En réaction à ce rapport, la mesure timide d’un prélèvement de 2,5 % à la réalisation des stocks-options pour les salariés et d’un taux identique pour les employeurs est inscrite dans la loi de financement pour 2008 (après  une proposition déposée par quelques députés UMP en dernière minute),  ce qui n’apporterait  que 400 millions d’euros de recettes. Cette mesure est très insuffisante et même largement en retrait sur la seule proposition de Philippe Séguin,

Notre proposition de fond, c’est une réforme de l’assiette des cotisations patronales articulée avec le relèvement de la part des salaires dans la valeur ajoutée produite par les salariés.

Il faut rappeler que les types de gestion des entreprises et de politique  économique menés ont réduit la part des sa-laires dans la valeur ajoutée de 10 points depuis 1983. Nous voulons sortir de cette logique et contribuer  ainsi à l’accroissement des taux et de la masse des cotisations  patronales. Une modulation  de l’assiette des cotisations patronales viserait à sortir de la logique infernale actuelle où plus les entreprises embauchent, accroissent les salaires, plus elles paient de cotisations sociales. Inversement, les entreprises qui licencient, réduisent la part des salaires, et fuient dans la croissance financière participent beaucoup moins au financement de la protection sociale, alors qu’elles sont responsables des gâchis sociaux et économiques.

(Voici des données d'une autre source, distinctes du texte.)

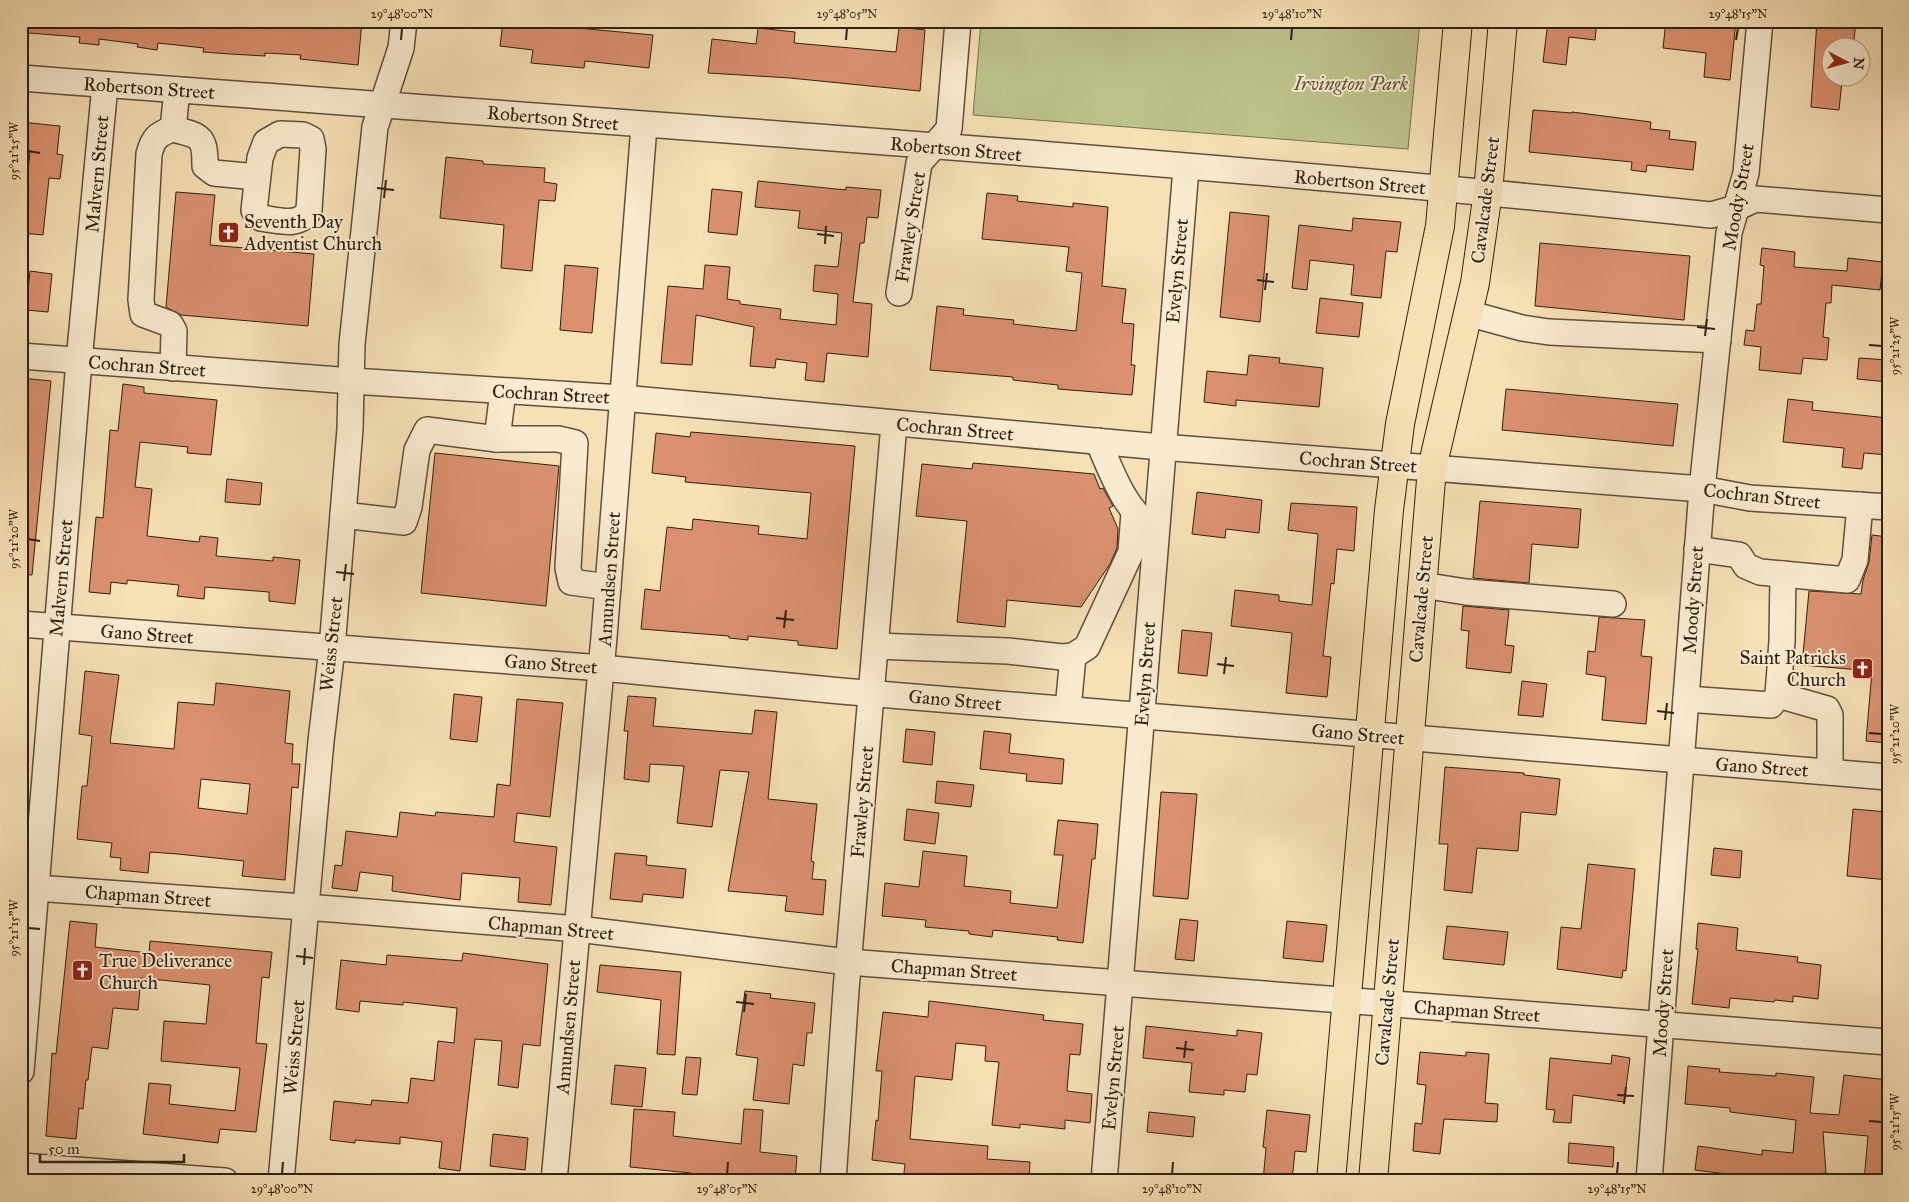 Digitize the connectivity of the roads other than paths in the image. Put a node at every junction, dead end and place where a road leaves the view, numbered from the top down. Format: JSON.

Nous proposons au contraire de les assujettir à un taux de cotisation  beaucoup plus lourd. Le principe serait le suivant, les entreprises qui relèveraient le rapport Masse salariale sur Valeur ajoutée seraient assujetties à un taux de cotisation relativement plus bas, ce serait notamment le cas des industries de main d’œuvre,  des PME... mais, en relation avec un nouveau crédit, notamment, cela viserait, au développement des salaires, de la formation de l’emploi et de la croissance réelle, ainsi cela permettrait des rentrées nouvelles de cotisations.

En revanche les entreprises qui réduiraient la part des salaires dans la valeur ajoutée, en licenciant, délocalisant, développant les emplois précaires, jouant sur la croissance financière en bradant les investissements productifs, la croissance réelle, la qualification et la promotion  des salaires seraient assujetties à des taux de cotisations beaucoup plus lourds. L’objectif est donc de contribuer  à un processus de rupture avec cette logique destructrice d’emplois, de salaires et d’amorcer, en prenant appui sur les luttes sociales et les propositions des salariés, une nouvelle logique, une nouvelle dynamique visant à un nouveau type de croissance et de gestion des entreprises centré sur le développement de l’emploi, des salaires, de la formation... source d’une montée en charge des cotisations patronales.